On Tue, Feb 4, 2020 at 1:18 AM Go Luhng <golu...@gmail.com> wrote:
>
> > Colin Dunklau wrote:
> >
> > Assuming the header has a fixed length,
>
> It does. The header is just a serialized C struct, so it's
> fully-specified for length and offset of each field.
>
> > OTOH, that's for stream protocols, so if you want to eventually handle
> > UDP, it's probably nicer to do the full sans-io thing
> > (https://sans-io.readthedocs.io/) and wire it up with a more-basic
> > Twisted protocol.
>
> Could you elaborate on this?  I'm new to Twisted, and also unfamiliar
> with sans-io.
>
> Specifically, I'm wondering what type of "more-basic" Twisted protocol you 
> mean.

The sans-io pattern is described well at that site, including a link
to Cory Benfield's great talk
(https://www.youtube.com/watch?v=7cC3_jGwl_U).
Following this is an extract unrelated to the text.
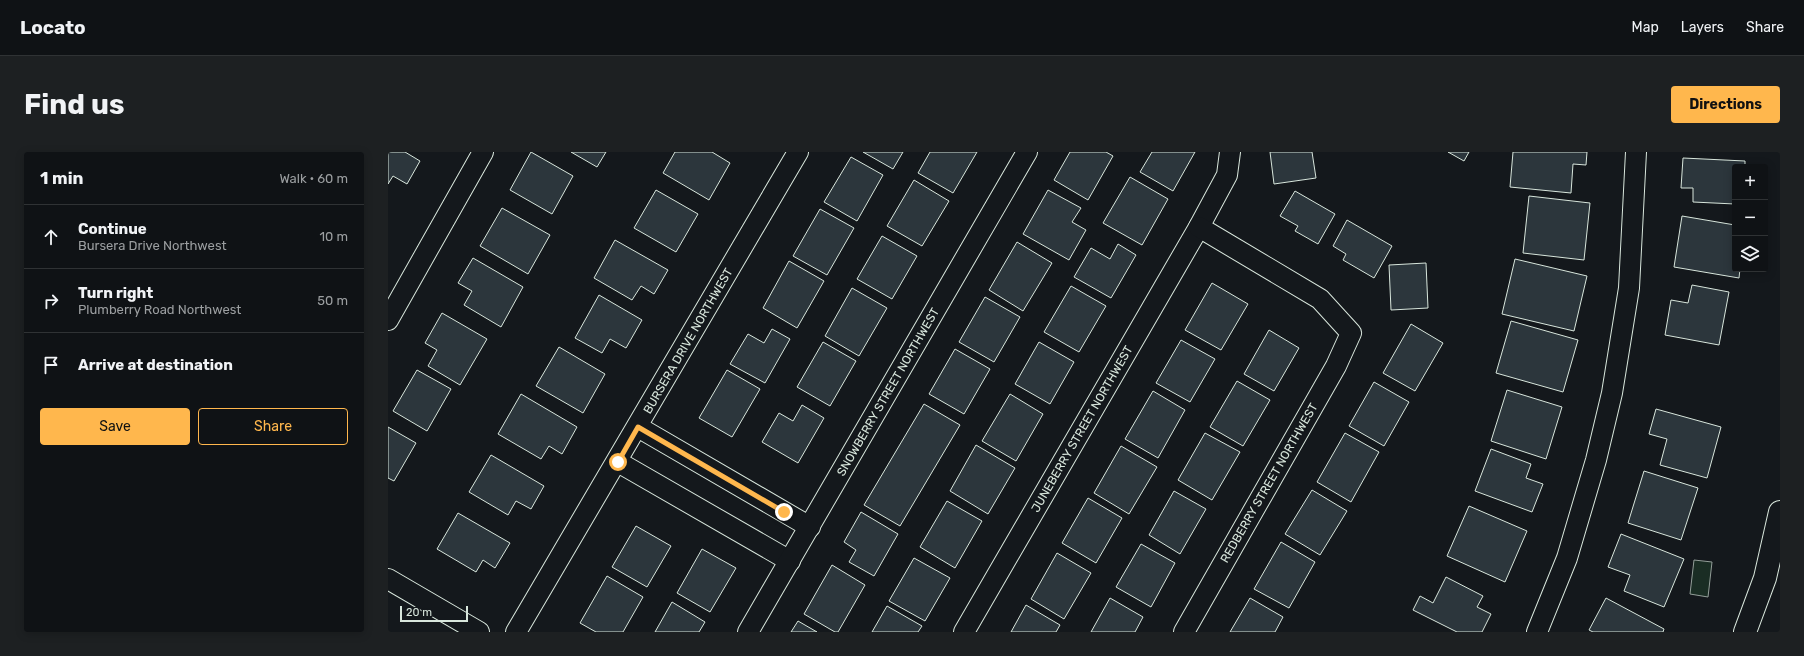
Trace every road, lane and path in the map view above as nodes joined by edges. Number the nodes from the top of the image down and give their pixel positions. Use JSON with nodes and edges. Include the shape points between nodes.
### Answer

The idea is to keep
your protocol logic strictly separate from anything that does IO (like
a Twisted Protocol's `dataReceived` and its transport's `write`
method, or an asyncio thing, or blocking socket operations, etc), to
make it easier to test and reuse.

By "more-basic" I mean twisted.internet.protocol.Protocol and
twisted.internet.protocol.DatagramProtocol.

If you don't go full sans-io, I'd still strongly recommend splitting
up you protocol implementation into distinct pieces. Twisted protocols
can become hard to reason about when they become implicit state
machines... avoid it by making a separate, explicit state machine and
use that in the Protocol, instead of dumping the bits on the protocol
instance itself. This way you at least still get the testability.